Imagine if rather than being tethered to an outlet to charge a smartphone, simply moving was enough to power electronic devices.
Researchers from the University of Buffalo have developed a small metallic tab called a triboelectric nanogenerator that when attached to the body can generate electricity from bending a finger and other simple movements.
“No one likes being tethered to a power outlet or lugging around a portable charger,” lead author Qiaoqiang Gan, PhD, an associate professor of electrical engineering in UB’s School of Engineering and Applied Sciences, said in a statement. “The human body is an abundant source of energy.

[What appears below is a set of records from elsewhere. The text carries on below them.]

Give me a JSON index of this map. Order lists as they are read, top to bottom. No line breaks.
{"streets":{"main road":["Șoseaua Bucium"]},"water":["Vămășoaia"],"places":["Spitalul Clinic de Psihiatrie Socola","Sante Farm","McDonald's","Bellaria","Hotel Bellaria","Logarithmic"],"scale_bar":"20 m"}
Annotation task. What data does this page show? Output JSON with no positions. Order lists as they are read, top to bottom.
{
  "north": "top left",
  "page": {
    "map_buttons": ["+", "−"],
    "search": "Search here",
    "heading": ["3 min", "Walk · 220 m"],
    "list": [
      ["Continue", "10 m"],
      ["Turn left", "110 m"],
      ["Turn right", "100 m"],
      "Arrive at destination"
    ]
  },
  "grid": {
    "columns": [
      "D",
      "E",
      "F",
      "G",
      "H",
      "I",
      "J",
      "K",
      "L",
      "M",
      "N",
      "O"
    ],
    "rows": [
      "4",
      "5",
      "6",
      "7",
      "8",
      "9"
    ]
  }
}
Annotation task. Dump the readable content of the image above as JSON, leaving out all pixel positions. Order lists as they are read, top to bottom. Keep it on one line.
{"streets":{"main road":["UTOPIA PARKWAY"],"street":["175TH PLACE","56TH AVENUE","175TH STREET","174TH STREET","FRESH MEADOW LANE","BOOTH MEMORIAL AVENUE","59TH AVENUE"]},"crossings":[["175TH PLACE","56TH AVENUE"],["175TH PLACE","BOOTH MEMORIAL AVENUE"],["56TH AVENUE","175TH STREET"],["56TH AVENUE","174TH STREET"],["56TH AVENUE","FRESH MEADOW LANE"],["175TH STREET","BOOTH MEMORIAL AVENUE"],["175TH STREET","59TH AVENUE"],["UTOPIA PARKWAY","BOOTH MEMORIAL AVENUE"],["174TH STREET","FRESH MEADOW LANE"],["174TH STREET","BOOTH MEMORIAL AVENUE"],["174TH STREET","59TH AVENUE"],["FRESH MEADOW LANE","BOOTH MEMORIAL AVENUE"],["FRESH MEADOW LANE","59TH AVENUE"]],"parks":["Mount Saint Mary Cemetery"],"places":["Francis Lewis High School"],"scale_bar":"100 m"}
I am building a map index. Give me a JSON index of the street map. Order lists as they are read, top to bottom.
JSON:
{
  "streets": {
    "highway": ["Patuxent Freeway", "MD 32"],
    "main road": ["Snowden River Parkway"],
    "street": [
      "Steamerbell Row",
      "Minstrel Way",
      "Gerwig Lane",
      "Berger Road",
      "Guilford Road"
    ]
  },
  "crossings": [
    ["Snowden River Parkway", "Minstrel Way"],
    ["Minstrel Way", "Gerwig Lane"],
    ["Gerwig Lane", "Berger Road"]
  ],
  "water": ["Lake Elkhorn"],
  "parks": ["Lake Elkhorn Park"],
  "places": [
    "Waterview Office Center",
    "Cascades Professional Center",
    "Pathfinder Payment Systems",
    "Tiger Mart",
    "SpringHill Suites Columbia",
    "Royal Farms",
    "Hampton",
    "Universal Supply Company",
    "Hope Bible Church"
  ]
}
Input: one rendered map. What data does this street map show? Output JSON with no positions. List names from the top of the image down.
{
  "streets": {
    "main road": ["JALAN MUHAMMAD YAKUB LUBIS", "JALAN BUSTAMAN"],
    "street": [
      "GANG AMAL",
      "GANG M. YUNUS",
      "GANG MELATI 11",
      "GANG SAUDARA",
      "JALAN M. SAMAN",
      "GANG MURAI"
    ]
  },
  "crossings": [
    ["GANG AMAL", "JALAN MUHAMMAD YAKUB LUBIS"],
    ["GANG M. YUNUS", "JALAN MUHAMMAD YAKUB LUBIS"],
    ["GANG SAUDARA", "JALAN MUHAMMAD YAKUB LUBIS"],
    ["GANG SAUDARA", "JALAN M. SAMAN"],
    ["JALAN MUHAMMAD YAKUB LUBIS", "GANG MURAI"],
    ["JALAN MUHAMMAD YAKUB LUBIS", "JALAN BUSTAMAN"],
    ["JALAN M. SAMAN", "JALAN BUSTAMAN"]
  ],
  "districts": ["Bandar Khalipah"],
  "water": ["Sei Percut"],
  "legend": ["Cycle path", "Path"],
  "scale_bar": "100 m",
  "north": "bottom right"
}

We thought: ‘Why not harness it to produce our own power?’”
The tab consists of two thin layers of gold with polydimethylsiloxane (PDMS)—a silicon based polymer used in contact lenses and other products—sandwiched in between.
The researchers stretched one of the layers of gold, causing it to crumple upon release and create what looks like a miniature mountain range. When the force is reapplied from movements— including finger bending—the motion leads to friction between the gold layers and PDMS.
“This causes electrons to flow back and forth between the gold layers,” lead author, Yun Xu, PhD, professor from the Institute of Semiconductors (IoP) at the Chinese Academy of Science, said in a statement. “The more friction, the greater the amount of power is produced.”
The tab, which is 1.5 centimeters long by one centimeter wide, delivers a maximum voltage of 124 volts, a maximum current of 10 microamps and a maximum power density of 0.22 milliwatts per square centimeter. While that is not enough to quickly charge a smartphone, it can light 48 red LED lights simultaneously.
The researchers will now attempt to improve the tab’s performance by using larger pieces of gold, which when stretched and folded together are expected to deliver even more electricity.
They also plan to develop a portable battery to store energy produced by the tab.
Triboelectric charging occurs when certain materials become electrically charged after coming into contact with a different material. The majority of everyday static electricity is triboelectric.
Researchers have created several nanogenerators that utilize the triboelectric effect, the majority of which are difficult to manufacture because they require complex lithography or are not cost effective.